Дыхнув перегаром, урядник Саломатов рявкнул:
— Здравия желаю, ваше благородие!
— Потише, Федор Донатович, супруге нездоровится, — упрекнул Збитнев и поморщился: — Снова вы…
Кирпичнокрасная физиономия урядника приняла недоуменное выражение:
— Так э-э… Вчера же Крещение Господне было…
Збитнев саркастически хмыкнул:
— Вечно у вас… То Обрезание, то Крещение, потом Сретение начнется. Нельзя так, братец, нельзя. Я же объяснял обстановку в губернии.
Степка стоял у порога, жался к массивной вешалке, стараясь быть как можно меньше и неприметнее, но его глаза искоса и настороженно ощупывали полицейских.
— Значит, так, братец, — кашлянул Платон Архипович. — Поезжай немедля к Шванку, сообщи о случившемся. Пусть пошлет кого-нибудь забрать тело да место заметить.
— Понял, ваше благородие! — выпучив бесцветные глаза, гаркнул Саломатов.
Уловив в голосе подчиненного большую неохоту, Збитнев погрозил пальцем:
— Немедля поезжай!
Урядник зло зыркнул на Степку, принесшего весть, из-за которой ему предстояло в такую непогоду тащиться несколько верст до усадьбы Кабинетского имения. Степка виновато спрятал глаза.
— Слушаюсь, ваше благородие, — выдохнул Саломатов и неловко повернулся на каблуках.
Степка сидел на краешке диванчика, выжидательно смотрел на плотный загривок пристава. Наконец тот обернулся и осведомился с улыбкой:
— Как здоровье Маркела Ипатьевича?
— Слава богу, не жалуется…
— А братовья как поживают?
— Никишка-т вроде ниче. А вот Лешки-т не стало, убили его в Томске, — понурившись отозвался Степка. — Перед Рождеством письмо получили…

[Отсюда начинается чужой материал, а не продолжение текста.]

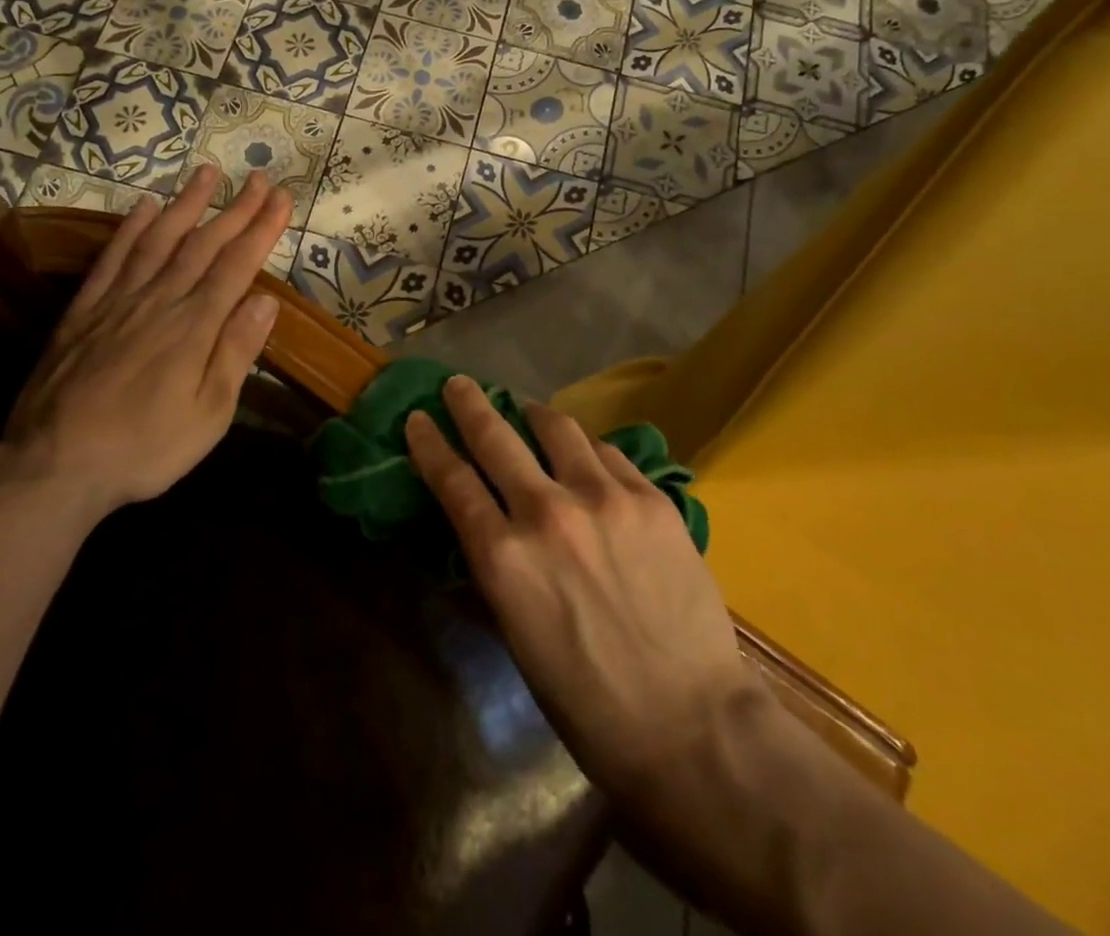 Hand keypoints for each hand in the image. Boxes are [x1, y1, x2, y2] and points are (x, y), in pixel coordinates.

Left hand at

Платон Архипович сочувствующе зацокал языком, хотя о смерти Лешки Зыкова узнал еще две недели назад. Поделился горем Маркел Ипатьевич.
Степка тоже покачал головой, добавил:
— За веру Лешка пострадал, за царя… Никишка отписал, что сицилисты бунтовщики растерзали брательника.
— Да-а… Парадокс… Кто бы мог подумать… Братец твой, пожалуй, самый варначистый из вас троих был. И глянь-ка, за правое дело Богу душу отдал!
Хотя Платон Архипович говорил как бы в задумчивости, не глядя на собеседника, Степка почувствовал, что все его тело сковывает страх. Он не знал, как расценить и что ответить на слова станового пристава, потому счел за лучшее промолчать.
— Значит, говоришь, Татаркина кто-то убил? — посмотрел в упор пристав.
— Топором, — облизнув губы, кивнул Степка.
Пристав не отводил взгляда:
— И ты, Степан Маркелыч, должно быть, случайно на месте преступления оказался?
— Ваша правда, случайно, — поспешно согласился Зыков. — Мы с папашей затеяли еще одну маслодельню поставить. Сепаратор уже выписали. Папаша в имении договорился относительно лесу, билет выкупил. Вот я и поехал присмотреть.
— Да-а… Теперь у Зыковых конкурентов в селе нет… — многозначительно проговорил Збитнев. — Старик Кунгуров-то на том свете, а из Андрюшки хозяин никудышный…
Как ни был напряжен и напуган Степка, упоминание о Кунгуровых сразу навело его мысли на прошлое. Он ведь знал, что приставу известны все детали той двухлетней давности истории с убийством старика. А потому, ухватясь за последнюю фразу, Степка торопливо заговорил:
— Куды ему, Андрюхе! Он ить все больше лясы точит с маньчжурцами да лапотонами. Соберутся в кабаке — и давай царя на чем свет костерить.
— Чего ж твой будущий тесть на них не прикрикнет?
— Дык боится Тихон Семеныч… Таким вот слова поперек не скажи. Погромят!
Платон Архипович хмыкнул:
— Скорее прибыль Тихон Семеныч боится потерять.
Степка заискивающе поддакнул:
— И не без того…
Пристав снова насупился:
— Ну, приехал ты в бор… А дальше?
— Ну… — растерялся Степка от столь резкой смены разговора.